## WHAT THIS TASK INVOLVES
Write the entries out in full, matching them exactly.
================
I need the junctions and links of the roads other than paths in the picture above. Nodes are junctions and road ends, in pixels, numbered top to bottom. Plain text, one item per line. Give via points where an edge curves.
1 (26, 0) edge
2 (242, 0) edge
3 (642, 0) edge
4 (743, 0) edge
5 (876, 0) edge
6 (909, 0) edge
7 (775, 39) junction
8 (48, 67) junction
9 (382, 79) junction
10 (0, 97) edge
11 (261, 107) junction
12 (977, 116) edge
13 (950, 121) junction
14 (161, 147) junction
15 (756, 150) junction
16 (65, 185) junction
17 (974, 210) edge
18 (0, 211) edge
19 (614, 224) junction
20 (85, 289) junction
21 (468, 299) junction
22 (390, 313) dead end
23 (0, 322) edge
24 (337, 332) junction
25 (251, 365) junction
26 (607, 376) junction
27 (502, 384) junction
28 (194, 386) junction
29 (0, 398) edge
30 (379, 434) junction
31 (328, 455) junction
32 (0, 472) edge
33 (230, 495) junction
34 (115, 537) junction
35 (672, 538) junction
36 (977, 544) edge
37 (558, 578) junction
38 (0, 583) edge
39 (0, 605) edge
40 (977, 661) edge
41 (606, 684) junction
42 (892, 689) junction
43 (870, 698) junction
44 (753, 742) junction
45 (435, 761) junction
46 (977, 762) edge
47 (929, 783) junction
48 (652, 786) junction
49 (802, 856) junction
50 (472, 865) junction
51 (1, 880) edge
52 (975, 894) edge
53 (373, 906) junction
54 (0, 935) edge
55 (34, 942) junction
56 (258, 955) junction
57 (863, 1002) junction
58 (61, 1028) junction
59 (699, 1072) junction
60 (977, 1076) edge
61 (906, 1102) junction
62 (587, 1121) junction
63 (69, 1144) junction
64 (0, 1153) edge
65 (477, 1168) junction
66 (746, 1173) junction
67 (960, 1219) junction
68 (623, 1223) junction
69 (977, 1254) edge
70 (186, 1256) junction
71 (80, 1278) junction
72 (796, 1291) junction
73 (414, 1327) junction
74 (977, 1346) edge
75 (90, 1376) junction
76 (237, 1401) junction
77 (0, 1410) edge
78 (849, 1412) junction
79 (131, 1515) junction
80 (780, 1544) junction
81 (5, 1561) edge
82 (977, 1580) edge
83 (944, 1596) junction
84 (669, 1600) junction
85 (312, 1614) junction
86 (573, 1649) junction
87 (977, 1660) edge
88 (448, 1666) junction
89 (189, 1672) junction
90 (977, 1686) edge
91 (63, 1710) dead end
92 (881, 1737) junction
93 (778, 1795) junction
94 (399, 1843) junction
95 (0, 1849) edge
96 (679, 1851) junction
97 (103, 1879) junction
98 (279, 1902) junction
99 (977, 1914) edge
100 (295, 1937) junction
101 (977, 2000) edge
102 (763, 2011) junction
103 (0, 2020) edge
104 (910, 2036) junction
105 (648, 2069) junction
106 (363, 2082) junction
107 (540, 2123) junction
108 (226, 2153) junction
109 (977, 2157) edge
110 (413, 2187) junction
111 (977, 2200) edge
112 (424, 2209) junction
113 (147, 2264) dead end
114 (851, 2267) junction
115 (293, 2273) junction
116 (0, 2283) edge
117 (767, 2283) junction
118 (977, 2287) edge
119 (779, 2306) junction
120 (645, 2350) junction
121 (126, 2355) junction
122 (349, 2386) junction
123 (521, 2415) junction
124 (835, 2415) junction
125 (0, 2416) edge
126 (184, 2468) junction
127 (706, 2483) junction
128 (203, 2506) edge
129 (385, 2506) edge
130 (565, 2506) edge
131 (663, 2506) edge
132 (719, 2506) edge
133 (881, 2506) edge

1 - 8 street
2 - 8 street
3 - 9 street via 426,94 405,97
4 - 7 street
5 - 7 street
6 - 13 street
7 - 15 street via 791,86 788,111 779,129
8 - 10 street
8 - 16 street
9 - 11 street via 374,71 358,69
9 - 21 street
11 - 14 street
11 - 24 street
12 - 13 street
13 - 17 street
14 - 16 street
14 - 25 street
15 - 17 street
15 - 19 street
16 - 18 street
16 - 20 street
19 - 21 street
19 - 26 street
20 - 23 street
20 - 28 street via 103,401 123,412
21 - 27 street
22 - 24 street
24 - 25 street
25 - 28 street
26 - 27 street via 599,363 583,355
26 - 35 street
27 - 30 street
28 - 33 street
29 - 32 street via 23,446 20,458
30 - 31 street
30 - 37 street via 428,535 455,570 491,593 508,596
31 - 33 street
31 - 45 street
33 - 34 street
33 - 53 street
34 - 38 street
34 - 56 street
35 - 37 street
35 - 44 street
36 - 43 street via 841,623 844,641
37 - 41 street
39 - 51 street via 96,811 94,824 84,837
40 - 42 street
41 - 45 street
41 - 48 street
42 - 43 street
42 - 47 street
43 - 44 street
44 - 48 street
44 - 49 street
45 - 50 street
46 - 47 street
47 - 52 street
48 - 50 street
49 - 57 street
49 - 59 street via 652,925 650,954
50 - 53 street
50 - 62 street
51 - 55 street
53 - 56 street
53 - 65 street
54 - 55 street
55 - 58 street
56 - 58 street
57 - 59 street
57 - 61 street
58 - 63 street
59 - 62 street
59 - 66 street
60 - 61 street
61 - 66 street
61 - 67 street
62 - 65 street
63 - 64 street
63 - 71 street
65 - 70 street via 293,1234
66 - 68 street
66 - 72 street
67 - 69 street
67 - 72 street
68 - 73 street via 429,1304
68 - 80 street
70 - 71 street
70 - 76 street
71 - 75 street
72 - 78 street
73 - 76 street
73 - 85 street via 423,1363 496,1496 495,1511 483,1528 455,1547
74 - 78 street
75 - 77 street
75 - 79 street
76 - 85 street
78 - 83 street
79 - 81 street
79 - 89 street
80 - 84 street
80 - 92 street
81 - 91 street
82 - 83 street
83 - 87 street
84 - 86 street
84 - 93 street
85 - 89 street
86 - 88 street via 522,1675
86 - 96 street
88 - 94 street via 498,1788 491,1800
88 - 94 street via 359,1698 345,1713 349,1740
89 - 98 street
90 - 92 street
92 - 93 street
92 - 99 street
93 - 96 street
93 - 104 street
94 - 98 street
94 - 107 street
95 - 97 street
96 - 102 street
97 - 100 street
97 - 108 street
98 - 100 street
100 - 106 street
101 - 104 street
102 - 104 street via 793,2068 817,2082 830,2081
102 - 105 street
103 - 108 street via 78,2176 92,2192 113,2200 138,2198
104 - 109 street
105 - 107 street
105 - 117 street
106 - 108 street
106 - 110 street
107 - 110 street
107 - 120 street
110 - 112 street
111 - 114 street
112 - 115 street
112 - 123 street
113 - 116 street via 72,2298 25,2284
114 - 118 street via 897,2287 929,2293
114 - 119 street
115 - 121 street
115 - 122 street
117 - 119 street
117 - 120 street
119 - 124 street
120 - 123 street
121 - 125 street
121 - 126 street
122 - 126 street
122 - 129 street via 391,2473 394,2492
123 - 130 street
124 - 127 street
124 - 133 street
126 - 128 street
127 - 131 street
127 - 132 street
================
## RESPONSE AREA
I need the junctions and links of the roads other than paths in the picture above. Nodes are junctions and road ends, in pixels, numbered top to bottom. Plain text, one item per line. Give via points where an edge curves.
1 (26, 0) edge
2 (242, 0) edge
3 (642, 0) edge
4 (743, 0) edge
5 (876, 0) edge
6 (909, 0) edge
7 (775, 39) junction
8 (48, 67) junction
9 (382, 79) junction
10 (0, 97) edge
11 (261, 107) junction
12 (977, 116) edge
13 (950, 121) junction
14 (161, 147) junction
15 (756, 150) junction
16 (65, 185) junction
17 (974, 210) edge
18 (0, 211) edge
19 (614, 224) junction
20 (85, 289) junction
21 (468, 299) junction
22 (390, 313) dead end
23 (0, 322) edge
24 (337, 332) junction
25 (251, 365) junction
26 (607, 376) junction
27 (502, 384) junction
28 (194, 386) junction
29 (0, 398) edge
30 (379, 434) junction
31 (328, 455) junction
32 (0, 472) edge
33 (230, 495) junction
34 (115, 537) junction
35 (672, 538) junction
36 (977, 544) edge
37 (558, 578) junction
38 (0, 583) edge
39 (0, 605) edge
40 (977, 661) edge
41 (606, 684) junction
42 (892, 689) junction
43 (870, 698) junction
44 (753, 742) junction
45 (435, 761) junction
46 (977, 762) edge
47 (929, 783) junction
48 (652, 786) junction
49 (802, 856) junction
50 (472, 865) junction
51 (1, 880) edge
52 (975, 894) edge
53 (373, 906) junction
54 (0, 935) edge
55 (34, 942) junction
56 (258, 955) junction
57 (863, 1002) junction
58 (61, 1028) junction
59 (699, 1072) junction
60 (977, 1076) edge
61 (906, 1102) junction
62 (587, 1121) junction
63 (69, 1144) junction
64 (0, 1153) edge
65 (477, 1168) junction
66 (746, 1173) junction
67 (960, 1219) junction
68 (623, 1223) junction
69 (977, 1254) edge
70 (186, 1256) junction
71 (80, 1278) junction
72 (796, 1291) junction
73 (414, 1327) junction
74 (977, 1346) edge
75 (90, 1376) junction
76 (237, 1401) junction
77 (0, 1410) edge
78 (849, 1412) junction
79 (131, 1515) junction
80 (780, 1544) junction
81 (5, 1561) edge
82 (977, 1580) edge
83 (944, 1596) junction
84 (669, 1600) junction
85 (312, 1614) junction
86 (573, 1649) junction
87 (977, 1660) edge
88 (448, 1666) junction
89 (189, 1672) junction
90 (977, 1686) edge
91 (63, 1710) dead end
92 (881, 1737) junction
93 (778, 1795) junction
94 (399, 1843) junction
95 (0, 1849) edge
96 (679, 1851) junction
97 (103, 1879) junction
98 (279, 1902) junction
99 (977, 1914) edge
100 (295, 1937) junction
101 (977, 2000) edge
102 (763, 2011) junction
103 (0, 2020) edge
104 (910, 2036) junction
105 (648, 2069) junction
106 (363, 2082) junction
107 (540, 2123) junction
108 (226, 2153) junction
109 (977, 2157) edge
110 (413, 2187) junction
111 (977, 2200) edge
112 (424, 2209) junction
113 (147, 2264) dead end
114 (851, 2267) junction
115 (293, 2273) junction
116 (0, 2283) edge
117 (767, 2283) junction
118 (977, 2287) edge
119 (779, 2306) junction
120 (645, 2350) junction
121 (126, 2355) junction
122 (349, 2386) junction
123 (521, 2415) junction
124 (835, 2415) junction
125 (0, 2416) edge
126 (184, 2468) junction
127 (706, 2483) junction
128 (203, 2506) edge
129 (385, 2506) edge
130 (565, 2506) edge
131 (663, 2506) edge
132 (719, 2506) edge
133 (881, 2506) edge

1 - 8 street
2 - 8 street
3 - 9 street via 426,94 405,97
4 - 7 street
5 - 7 street
6 - 13 street
7 - 15 street via 791,86 788,111 779,129
8 - 10 street
8 - 16 street
9 - 11 street via 374,71 358,69
9 - 21 street
11 - 14 street
11 - 24 street
12 - 13 street
13 - 17 street
14 - 16 street
14 - 25 street
15 - 17 street
15 - 19 street
16 - 18 street
16 - 20 street
19 - 21 street
19 - 26 street
20 - 23 street
20 - 28 street via 103,401 123,412
21 - 27 street
22 - 24 street
24 - 25 street
25 - 28 street
26 - 27 street via 599,363 583,355
26 - 35 street
27 - 30 street
28 - 33 street
29 - 32 street via 23,446 20,458
30 - 31 street
30 - 37 street via 428,535 455,570 491,593 508,596
31 - 33 street
31 - 45 street
33 - 34 street
33 - 53 street
34 - 38 street
34 - 56 street
35 - 37 street
35 - 44 street
36 - 43 street via 841,623 844,641
37 - 41 street
39 - 51 street via 96,811 94,824 84,837
40 - 42 street
41 - 45 street
41 - 48 street
42 - 43 street
42 - 47 street
43 - 44 street
44 - 48 street
44 - 49 street
45 - 50 street
46 - 47 street
47 - 52 street
48 - 50 street
49 - 57 street
49 - 59 street via 652,925 650,954
50 - 53 street
50 - 62 street
51 - 55 street
53 - 56 street
53 - 65 street
54 - 55 street
55 - 58 street
56 - 58 street
57 - 59 street
57 - 61 street
58 - 63 street
59 - 62 street
59 - 66 street
60 - 61 street
61 - 66 street
61 - 67 street
62 - 65 street
63 - 64 street
63 - 71 street
65 - 70 street via 293,1234
66 - 68 street
66 - 72 street
67 - 69 street
67 - 72 street
68 - 73 street via 429,1304
68 - 80 street
70 - 71 street
70 - 76 street
71 - 75 street
72 - 78 street
73 - 76 street
73 - 85 street via 423,1363 496,1496 495,1511 483,1528 455,1547
74 - 78 street
75 - 77 street
75 - 79 street
76 - 85 street
78 - 83 street
79 - 81 street
79 - 89 street
80 - 84 street
80 - 92 street
81 - 91 street
82 - 83 street
83 - 87 street
84 - 86 street
84 - 93 street
85 - 89 street
86 - 88 street via 522,1675
86 - 96 street
88 - 94 street via 498,1788 491,1800
88 - 94 street via 359,1698 345,1713 349,1740
89 - 98 street
90 - 92 street
92 - 93 street
92 - 99 street
93 - 96 street
93 - 104 street
94 - 98 street
94 - 107 street
95 - 97 street
96 - 102 street
97 - 100 street
97 - 108 street
98 - 100 street
100 - 106 street
101 - 104 street
102 - 104 street via 793,2068 817,2082 830,2081
102 - 105 street
103 - 108 street via 78,2176 92,2192 113,2200 138,2198
104 - 109 street
105 - 107 street
105 - 117 street
106 - 108 street
106 - 110 street
107 - 110 street
107 - 120 street
110 - 112 street
111 - 114 street
112 - 115 street
112 - 123 street
113 - 116 street via 72,2298 25,2284
114 - 118 street via 897,2287 929,2293
114 - 119 street
115 - 121 street
115 - 122 street
117 - 119 street
117 - 120 street
119 - 124 street
120 - 123 street
121 - 125 street
121 - 126 street
122 - 126 street
122 - 129 street via 391,2473 394,2492
123 - 130 street
124 - 127 street
124 - 133 street
126 - 128 street
127 - 131 street
127 - 132 street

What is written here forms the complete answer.